INPUT MATERIAL

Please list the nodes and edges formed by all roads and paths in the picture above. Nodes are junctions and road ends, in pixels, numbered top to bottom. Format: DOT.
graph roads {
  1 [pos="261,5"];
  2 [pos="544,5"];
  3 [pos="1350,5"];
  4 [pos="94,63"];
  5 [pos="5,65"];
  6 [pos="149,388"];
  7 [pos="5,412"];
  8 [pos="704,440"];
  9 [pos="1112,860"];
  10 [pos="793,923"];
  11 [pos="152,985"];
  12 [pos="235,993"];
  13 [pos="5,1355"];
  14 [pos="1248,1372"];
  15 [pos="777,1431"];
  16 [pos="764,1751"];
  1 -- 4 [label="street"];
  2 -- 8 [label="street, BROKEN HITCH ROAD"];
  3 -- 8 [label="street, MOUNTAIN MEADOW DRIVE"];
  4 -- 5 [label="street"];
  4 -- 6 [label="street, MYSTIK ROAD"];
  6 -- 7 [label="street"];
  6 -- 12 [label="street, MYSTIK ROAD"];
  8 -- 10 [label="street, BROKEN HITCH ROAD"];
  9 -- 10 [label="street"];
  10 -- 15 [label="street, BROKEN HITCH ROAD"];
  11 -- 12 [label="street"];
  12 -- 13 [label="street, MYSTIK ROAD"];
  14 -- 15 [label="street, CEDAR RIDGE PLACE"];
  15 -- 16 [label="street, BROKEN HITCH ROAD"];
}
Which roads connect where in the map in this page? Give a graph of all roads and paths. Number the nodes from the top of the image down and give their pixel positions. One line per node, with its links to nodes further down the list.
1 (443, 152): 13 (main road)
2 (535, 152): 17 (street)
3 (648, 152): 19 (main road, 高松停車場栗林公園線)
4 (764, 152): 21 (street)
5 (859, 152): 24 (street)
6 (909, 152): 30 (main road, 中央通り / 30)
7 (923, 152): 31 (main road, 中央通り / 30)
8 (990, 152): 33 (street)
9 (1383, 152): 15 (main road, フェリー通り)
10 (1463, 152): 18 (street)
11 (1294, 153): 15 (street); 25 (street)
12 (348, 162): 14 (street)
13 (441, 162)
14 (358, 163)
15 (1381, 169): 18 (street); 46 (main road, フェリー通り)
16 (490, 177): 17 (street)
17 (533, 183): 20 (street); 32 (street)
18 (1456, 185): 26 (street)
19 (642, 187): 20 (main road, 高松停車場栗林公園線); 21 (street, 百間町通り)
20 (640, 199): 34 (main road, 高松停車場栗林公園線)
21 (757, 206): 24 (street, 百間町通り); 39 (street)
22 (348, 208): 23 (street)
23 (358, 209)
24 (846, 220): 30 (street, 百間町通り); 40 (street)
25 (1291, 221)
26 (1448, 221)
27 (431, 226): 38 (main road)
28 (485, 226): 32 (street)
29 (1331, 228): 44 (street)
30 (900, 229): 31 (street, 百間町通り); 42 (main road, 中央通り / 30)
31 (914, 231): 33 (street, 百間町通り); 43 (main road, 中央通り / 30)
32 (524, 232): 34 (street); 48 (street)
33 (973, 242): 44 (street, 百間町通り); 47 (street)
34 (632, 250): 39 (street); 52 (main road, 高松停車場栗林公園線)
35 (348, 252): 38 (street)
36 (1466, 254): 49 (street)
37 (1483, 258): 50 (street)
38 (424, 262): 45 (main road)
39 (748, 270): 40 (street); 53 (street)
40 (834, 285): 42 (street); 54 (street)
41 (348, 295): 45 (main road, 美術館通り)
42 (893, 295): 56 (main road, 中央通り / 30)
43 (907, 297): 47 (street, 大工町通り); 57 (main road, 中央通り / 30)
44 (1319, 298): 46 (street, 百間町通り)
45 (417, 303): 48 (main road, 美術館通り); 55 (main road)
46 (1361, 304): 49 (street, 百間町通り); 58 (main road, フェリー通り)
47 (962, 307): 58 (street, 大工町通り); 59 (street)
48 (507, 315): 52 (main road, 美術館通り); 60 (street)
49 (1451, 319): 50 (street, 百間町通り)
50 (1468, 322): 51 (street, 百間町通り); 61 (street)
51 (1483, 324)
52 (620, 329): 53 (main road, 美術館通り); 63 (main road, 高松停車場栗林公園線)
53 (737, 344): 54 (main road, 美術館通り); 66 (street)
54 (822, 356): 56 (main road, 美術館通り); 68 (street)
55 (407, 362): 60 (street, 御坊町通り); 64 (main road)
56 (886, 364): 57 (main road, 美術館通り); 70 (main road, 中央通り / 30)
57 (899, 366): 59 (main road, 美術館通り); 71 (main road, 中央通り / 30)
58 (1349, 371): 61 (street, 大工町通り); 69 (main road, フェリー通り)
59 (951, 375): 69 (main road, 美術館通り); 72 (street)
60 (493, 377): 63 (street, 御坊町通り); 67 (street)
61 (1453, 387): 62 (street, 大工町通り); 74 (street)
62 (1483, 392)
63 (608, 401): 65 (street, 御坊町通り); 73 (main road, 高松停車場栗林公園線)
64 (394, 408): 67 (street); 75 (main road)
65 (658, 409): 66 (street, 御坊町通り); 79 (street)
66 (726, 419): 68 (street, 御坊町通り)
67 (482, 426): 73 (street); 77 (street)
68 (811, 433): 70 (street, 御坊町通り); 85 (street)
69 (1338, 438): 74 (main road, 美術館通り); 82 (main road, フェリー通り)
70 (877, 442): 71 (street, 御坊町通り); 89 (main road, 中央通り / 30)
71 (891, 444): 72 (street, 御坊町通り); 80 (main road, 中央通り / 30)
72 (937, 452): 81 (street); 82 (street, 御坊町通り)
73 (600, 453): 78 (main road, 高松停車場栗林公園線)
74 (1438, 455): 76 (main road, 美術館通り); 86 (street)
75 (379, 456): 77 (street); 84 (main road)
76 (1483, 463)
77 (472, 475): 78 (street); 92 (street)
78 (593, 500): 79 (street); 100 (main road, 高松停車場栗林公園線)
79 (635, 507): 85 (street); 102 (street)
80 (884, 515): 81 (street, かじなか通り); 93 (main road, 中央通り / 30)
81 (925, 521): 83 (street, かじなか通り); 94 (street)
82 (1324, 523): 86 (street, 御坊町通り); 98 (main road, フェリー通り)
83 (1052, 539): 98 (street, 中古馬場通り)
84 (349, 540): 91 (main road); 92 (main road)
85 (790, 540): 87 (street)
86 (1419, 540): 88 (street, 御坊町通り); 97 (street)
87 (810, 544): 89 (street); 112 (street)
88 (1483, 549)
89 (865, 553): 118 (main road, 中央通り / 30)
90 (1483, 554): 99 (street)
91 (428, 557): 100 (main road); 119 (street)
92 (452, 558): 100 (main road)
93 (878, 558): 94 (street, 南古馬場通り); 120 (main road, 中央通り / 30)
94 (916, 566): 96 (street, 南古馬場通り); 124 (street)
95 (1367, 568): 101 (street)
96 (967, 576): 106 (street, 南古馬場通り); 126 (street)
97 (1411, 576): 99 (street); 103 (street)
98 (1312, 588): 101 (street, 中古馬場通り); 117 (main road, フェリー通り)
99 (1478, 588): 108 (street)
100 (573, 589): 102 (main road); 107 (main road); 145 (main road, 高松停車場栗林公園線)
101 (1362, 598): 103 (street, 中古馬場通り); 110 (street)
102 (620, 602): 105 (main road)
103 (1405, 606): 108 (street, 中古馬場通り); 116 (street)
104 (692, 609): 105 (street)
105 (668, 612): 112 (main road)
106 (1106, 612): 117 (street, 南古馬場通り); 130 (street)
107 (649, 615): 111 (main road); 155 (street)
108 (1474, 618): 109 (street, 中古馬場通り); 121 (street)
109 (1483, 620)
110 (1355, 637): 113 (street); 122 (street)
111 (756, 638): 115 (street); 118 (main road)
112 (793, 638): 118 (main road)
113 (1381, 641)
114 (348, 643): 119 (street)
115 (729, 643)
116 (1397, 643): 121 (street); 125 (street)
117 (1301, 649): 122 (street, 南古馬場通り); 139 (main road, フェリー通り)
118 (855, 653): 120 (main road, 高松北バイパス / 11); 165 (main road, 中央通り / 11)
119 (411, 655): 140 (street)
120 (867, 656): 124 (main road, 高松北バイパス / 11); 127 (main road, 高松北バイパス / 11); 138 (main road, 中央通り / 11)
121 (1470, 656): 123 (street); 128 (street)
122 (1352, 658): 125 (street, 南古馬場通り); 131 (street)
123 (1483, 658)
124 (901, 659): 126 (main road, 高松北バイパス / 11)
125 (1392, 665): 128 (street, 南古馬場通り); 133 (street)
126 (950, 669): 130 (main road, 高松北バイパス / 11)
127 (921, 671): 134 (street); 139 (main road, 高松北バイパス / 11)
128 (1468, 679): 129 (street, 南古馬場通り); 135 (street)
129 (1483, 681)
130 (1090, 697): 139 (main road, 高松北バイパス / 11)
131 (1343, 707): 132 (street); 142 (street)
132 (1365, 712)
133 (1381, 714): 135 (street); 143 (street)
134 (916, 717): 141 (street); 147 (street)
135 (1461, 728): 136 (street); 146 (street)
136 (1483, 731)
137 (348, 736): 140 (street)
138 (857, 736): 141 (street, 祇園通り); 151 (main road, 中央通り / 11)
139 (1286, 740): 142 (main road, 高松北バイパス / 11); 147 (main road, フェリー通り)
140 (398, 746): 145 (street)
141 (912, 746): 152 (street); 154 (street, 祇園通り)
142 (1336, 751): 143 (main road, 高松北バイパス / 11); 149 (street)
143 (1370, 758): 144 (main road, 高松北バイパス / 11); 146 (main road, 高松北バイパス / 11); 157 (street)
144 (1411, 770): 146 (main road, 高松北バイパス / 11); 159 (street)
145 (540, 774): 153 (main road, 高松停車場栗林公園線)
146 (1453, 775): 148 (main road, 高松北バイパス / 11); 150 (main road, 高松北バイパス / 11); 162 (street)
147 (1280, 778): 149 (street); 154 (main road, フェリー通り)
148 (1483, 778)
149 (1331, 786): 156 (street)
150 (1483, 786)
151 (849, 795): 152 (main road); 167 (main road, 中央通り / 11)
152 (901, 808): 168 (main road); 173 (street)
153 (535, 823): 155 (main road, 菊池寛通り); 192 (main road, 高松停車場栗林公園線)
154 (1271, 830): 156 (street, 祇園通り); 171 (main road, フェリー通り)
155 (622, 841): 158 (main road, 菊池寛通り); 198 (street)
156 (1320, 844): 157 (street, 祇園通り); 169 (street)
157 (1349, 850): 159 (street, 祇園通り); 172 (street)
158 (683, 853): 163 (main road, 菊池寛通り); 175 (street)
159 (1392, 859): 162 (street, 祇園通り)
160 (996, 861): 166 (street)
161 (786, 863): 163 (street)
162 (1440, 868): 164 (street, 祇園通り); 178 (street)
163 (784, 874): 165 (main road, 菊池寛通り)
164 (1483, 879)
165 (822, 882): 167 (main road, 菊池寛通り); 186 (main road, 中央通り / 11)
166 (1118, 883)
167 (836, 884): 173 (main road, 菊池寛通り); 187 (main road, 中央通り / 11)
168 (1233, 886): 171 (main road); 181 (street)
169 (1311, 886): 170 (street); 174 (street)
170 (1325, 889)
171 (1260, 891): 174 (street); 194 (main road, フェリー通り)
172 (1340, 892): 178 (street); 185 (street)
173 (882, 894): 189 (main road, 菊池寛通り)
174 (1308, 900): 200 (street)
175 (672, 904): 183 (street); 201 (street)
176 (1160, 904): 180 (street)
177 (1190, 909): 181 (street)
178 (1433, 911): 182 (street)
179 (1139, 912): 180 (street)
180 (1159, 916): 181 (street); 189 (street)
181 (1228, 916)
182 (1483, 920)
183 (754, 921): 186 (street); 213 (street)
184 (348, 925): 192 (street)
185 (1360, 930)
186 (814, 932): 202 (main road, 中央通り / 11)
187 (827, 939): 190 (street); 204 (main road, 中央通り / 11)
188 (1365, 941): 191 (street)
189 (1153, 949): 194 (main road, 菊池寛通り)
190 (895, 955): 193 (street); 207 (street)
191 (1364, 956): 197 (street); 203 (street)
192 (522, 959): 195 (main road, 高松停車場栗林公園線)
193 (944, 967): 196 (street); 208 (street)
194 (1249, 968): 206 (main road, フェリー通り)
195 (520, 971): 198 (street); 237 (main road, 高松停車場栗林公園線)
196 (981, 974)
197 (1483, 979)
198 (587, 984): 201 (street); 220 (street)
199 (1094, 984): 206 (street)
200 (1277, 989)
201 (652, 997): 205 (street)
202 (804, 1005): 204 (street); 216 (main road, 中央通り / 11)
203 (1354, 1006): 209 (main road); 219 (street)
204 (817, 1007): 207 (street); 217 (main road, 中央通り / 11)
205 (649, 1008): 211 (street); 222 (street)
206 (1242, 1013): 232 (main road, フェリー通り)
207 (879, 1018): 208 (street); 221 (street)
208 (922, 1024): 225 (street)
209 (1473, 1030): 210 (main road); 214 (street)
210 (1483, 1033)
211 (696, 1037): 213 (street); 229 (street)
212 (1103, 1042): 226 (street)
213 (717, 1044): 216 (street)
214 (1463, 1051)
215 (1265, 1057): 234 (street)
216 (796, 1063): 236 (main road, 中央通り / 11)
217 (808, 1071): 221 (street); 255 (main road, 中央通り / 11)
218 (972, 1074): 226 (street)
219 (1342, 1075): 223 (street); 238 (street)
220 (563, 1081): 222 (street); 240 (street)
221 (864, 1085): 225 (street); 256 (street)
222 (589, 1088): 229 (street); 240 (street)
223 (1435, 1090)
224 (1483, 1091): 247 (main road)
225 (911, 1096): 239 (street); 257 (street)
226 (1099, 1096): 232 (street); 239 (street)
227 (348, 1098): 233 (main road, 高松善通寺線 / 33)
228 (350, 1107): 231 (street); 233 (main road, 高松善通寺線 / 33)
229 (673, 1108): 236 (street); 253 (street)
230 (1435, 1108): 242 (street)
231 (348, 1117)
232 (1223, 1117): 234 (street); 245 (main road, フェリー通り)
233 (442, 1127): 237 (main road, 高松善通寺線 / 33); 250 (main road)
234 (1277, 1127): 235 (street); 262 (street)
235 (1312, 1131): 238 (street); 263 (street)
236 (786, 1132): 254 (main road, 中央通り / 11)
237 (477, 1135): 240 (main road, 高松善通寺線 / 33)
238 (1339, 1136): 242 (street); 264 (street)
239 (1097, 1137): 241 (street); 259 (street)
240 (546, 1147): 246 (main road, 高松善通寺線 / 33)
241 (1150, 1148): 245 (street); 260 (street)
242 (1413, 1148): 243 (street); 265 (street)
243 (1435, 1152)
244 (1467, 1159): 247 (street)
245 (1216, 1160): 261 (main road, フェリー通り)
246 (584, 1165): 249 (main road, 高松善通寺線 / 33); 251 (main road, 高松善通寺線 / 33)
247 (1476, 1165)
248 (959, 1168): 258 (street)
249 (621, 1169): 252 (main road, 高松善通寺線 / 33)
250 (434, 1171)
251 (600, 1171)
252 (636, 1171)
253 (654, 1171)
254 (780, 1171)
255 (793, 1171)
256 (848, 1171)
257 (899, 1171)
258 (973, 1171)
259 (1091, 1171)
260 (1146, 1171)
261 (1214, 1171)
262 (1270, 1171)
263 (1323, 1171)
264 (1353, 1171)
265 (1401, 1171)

ASSIGNMENT
What lines in the records contain the word "高松善通寺線"? Return each one.

REPLY TO THE EXERCISE
227 (348, 1098): 233 (main road, 高松善通寺線 / 33)
228 (350, 1107): 231 (street); 233 (main road, 高松善通寺線 / 33)
233 (442, 1127): 237 (main road, 高松善通寺線 / 33); 250 (main road)
237 (477, 1135): 240 (main road, 高松善通寺線 / 33)
240 (546, 1147): 246 (main road, 高松善通寺線 / 33)
246 (584, 1165): 249 (main road, 高松善通寺線 / 33); 251 (main road, 高松善通寺線 / 33)
249 (621, 1169): 252 (main road, 高松善通寺線 / 33)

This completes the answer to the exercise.